PROBLEM TO SOLVE
From the entries below, copy every line where the string "list" appears.
RECORDED DATA START
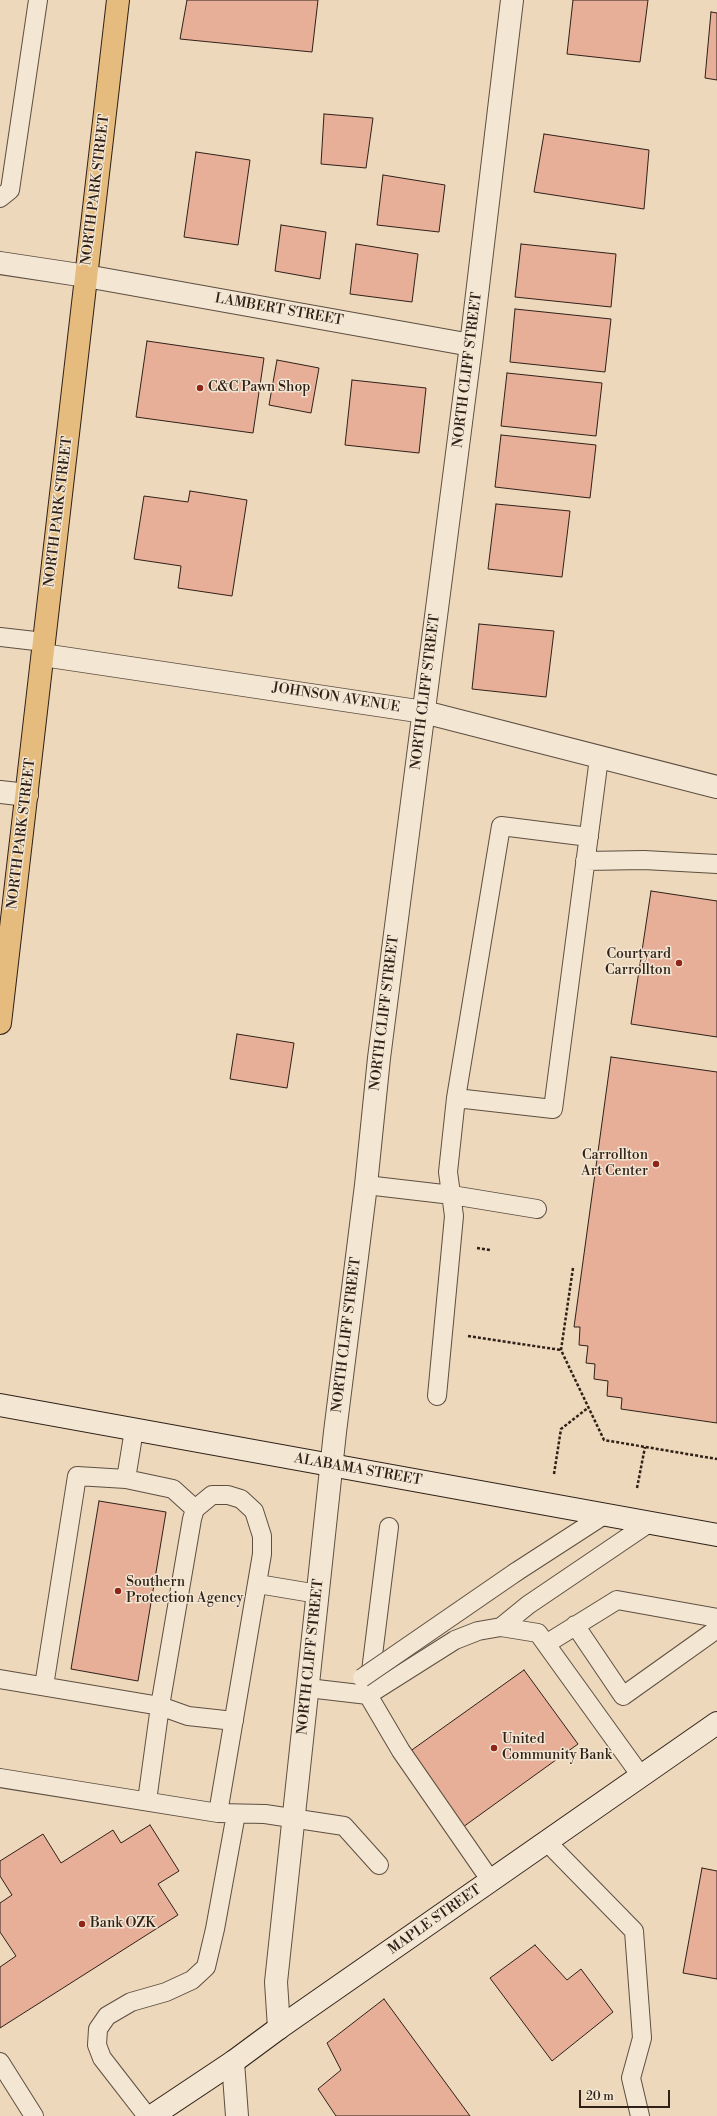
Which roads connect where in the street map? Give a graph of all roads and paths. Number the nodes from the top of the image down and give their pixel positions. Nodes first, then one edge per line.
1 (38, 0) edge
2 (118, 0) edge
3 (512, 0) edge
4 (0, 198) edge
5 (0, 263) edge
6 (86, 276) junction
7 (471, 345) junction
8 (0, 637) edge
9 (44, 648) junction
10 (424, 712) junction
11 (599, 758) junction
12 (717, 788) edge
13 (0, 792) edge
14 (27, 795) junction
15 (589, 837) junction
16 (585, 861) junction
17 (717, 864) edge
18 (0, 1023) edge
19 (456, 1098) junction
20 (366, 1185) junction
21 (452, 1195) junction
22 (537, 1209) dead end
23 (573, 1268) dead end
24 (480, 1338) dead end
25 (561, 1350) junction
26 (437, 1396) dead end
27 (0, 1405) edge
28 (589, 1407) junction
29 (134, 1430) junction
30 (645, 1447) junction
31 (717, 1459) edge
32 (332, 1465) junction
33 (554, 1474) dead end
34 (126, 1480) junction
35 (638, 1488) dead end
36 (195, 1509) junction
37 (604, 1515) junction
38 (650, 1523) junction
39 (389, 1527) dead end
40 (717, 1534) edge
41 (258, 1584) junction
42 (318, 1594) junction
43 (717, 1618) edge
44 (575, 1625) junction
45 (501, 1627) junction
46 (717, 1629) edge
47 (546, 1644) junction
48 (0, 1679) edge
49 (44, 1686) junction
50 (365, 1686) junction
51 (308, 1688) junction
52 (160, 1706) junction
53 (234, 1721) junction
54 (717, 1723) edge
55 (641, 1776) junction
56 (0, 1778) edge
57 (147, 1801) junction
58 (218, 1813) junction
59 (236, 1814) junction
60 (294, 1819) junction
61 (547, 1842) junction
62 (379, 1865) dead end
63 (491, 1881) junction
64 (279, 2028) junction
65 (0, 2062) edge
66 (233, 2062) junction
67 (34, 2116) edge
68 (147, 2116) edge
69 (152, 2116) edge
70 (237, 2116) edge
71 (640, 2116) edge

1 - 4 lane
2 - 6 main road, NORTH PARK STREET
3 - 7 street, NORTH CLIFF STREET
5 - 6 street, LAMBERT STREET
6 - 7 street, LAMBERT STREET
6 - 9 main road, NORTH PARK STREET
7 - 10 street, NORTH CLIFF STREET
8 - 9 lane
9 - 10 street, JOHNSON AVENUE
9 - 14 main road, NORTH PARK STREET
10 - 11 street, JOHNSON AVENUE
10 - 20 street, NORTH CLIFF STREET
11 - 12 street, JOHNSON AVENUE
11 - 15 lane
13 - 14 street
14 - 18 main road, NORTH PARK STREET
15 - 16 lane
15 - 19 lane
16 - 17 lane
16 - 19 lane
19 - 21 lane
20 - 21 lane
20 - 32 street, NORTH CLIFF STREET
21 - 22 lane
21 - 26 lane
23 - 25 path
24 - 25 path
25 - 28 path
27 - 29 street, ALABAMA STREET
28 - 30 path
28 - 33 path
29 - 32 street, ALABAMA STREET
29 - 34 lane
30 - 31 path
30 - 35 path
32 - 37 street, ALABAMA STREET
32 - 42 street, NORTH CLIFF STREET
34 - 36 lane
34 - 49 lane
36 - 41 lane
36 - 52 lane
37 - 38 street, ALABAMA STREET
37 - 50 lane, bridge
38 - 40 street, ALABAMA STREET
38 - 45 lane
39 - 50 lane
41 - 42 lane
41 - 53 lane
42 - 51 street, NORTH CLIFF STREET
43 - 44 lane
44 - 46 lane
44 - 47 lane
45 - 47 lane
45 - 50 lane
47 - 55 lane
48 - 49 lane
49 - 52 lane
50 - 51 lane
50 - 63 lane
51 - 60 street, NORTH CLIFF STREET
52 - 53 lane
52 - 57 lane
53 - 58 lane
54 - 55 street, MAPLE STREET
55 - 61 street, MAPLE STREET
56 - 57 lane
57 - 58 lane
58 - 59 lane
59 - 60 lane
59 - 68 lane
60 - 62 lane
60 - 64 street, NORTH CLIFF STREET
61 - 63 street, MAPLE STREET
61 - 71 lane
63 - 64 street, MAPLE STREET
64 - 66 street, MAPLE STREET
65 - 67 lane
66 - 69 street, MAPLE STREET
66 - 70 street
RECORDED DATA END
RECORDED DATA START
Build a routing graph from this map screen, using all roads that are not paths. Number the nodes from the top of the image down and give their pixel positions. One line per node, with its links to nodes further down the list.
RECORDED DATA END
RECORDED DATA START
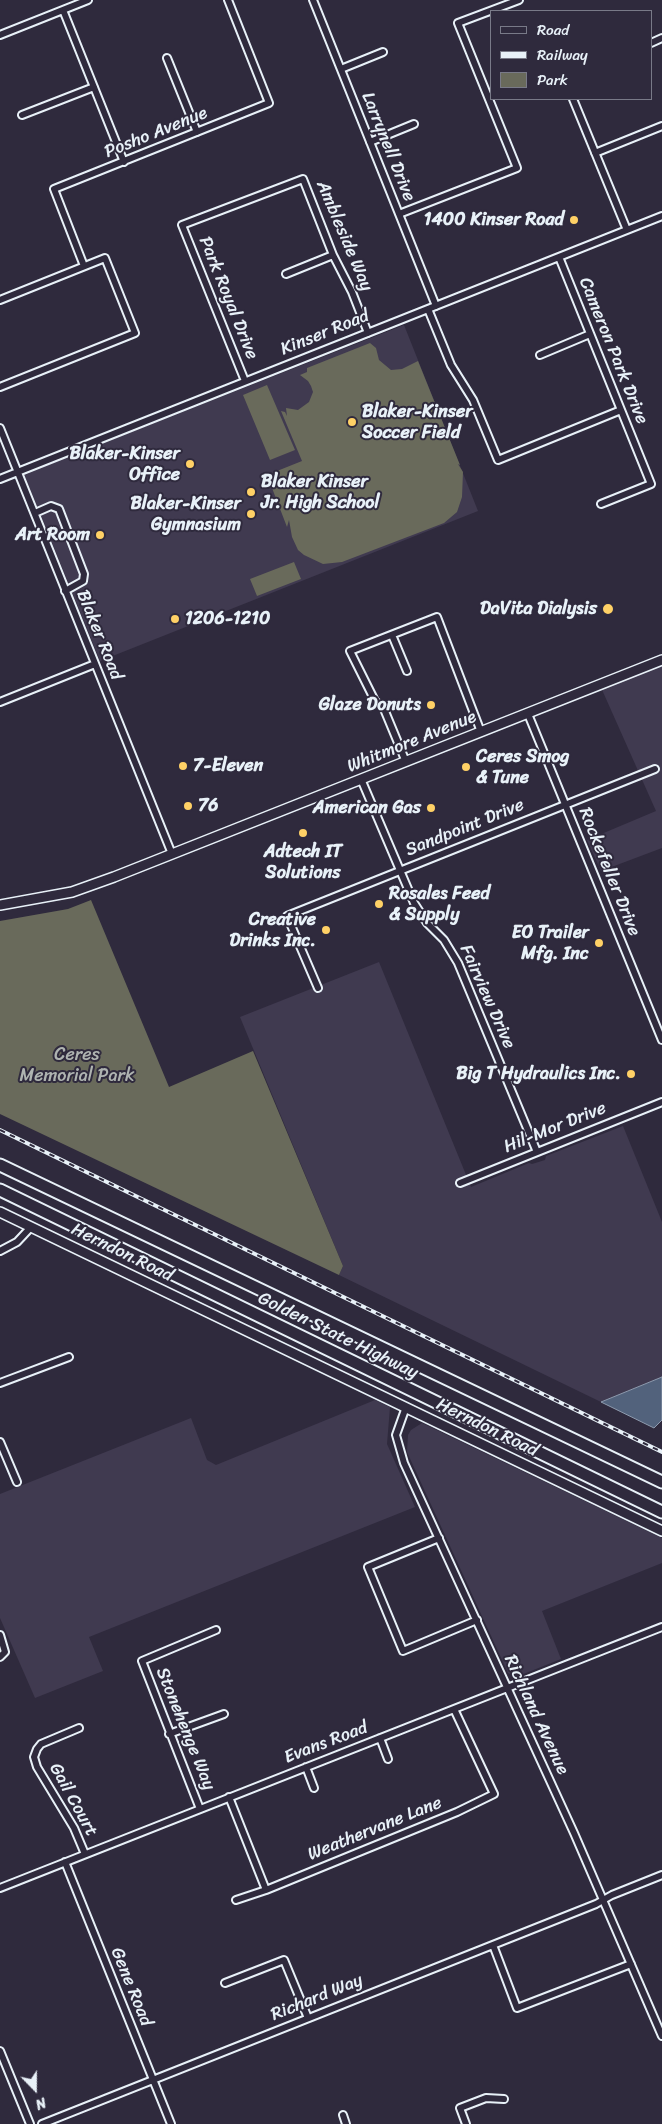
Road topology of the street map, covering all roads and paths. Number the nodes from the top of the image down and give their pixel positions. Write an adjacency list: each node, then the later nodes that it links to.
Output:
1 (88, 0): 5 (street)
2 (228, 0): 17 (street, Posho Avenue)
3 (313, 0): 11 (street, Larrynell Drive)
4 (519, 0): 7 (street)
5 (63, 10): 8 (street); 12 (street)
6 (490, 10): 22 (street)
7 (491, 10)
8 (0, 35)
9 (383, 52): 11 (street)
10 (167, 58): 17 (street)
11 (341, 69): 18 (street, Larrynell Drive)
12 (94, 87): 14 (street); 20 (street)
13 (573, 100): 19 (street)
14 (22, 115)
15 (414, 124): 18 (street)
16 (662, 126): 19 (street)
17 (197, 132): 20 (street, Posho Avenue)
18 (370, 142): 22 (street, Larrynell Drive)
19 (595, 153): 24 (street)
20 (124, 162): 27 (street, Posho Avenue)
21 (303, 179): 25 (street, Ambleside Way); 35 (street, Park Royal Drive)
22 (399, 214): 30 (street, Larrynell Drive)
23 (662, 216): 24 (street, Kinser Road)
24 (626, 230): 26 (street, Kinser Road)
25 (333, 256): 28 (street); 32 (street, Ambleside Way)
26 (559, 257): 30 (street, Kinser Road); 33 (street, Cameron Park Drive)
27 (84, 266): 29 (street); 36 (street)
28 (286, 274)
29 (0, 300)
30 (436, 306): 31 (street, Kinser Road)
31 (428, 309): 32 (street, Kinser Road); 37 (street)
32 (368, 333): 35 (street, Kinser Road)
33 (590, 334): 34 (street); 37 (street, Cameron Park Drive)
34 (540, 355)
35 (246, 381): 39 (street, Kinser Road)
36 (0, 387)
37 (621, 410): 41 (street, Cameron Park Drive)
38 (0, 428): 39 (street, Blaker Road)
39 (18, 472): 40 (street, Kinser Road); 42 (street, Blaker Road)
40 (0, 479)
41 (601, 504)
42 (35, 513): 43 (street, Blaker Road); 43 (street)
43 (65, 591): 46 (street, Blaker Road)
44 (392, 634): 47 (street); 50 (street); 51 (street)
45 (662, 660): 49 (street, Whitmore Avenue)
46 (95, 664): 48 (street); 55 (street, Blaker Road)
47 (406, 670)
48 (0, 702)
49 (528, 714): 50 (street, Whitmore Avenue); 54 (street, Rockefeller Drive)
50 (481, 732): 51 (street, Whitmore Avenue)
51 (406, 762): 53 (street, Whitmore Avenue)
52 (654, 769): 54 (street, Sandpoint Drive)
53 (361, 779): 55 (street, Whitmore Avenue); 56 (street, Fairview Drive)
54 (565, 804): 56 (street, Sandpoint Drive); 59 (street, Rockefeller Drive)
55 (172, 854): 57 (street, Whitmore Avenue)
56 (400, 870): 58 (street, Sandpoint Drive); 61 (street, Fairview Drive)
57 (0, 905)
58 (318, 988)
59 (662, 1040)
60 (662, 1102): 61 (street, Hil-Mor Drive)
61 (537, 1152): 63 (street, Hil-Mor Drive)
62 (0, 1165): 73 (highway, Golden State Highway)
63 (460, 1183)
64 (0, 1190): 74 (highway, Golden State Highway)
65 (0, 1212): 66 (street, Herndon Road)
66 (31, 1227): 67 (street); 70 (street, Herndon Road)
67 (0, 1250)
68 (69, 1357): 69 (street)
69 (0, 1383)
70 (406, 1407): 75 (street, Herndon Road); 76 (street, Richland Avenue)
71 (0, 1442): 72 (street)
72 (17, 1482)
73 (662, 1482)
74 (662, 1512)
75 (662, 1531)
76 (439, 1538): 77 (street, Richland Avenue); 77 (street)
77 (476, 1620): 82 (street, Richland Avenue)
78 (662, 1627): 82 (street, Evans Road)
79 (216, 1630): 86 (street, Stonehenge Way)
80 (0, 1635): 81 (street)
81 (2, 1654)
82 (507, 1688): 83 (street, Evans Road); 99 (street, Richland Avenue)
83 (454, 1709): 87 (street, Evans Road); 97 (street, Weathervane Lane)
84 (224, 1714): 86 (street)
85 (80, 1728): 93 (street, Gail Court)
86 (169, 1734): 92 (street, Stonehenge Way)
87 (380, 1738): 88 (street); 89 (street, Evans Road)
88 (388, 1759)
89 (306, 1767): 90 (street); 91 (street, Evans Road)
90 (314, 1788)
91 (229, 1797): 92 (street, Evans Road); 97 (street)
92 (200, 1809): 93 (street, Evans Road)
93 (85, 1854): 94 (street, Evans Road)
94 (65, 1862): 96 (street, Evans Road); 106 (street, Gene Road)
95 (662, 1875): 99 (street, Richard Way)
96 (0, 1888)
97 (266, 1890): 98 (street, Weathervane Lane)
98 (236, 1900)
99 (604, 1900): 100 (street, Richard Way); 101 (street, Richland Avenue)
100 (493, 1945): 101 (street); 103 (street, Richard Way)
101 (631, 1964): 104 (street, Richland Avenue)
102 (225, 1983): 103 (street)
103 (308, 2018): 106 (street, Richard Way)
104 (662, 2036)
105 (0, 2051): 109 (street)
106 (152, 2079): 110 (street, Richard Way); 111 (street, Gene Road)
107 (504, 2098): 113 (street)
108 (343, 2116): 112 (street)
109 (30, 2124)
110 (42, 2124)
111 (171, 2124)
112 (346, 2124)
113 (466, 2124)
RECORDED DATA END
EXERCISE RESULT
Build a routing graph from this map screen, using all roads that are not paths. Number the nodes from the top of the image down and give their pixel positions. One line per node, with its links to nodes further down the list.
Road topology of the street map, covering all roads and paths. Number the nodes from the top of the image down and give their pixel positions. Write an adjacency list: each node, then the later nodes that it links to.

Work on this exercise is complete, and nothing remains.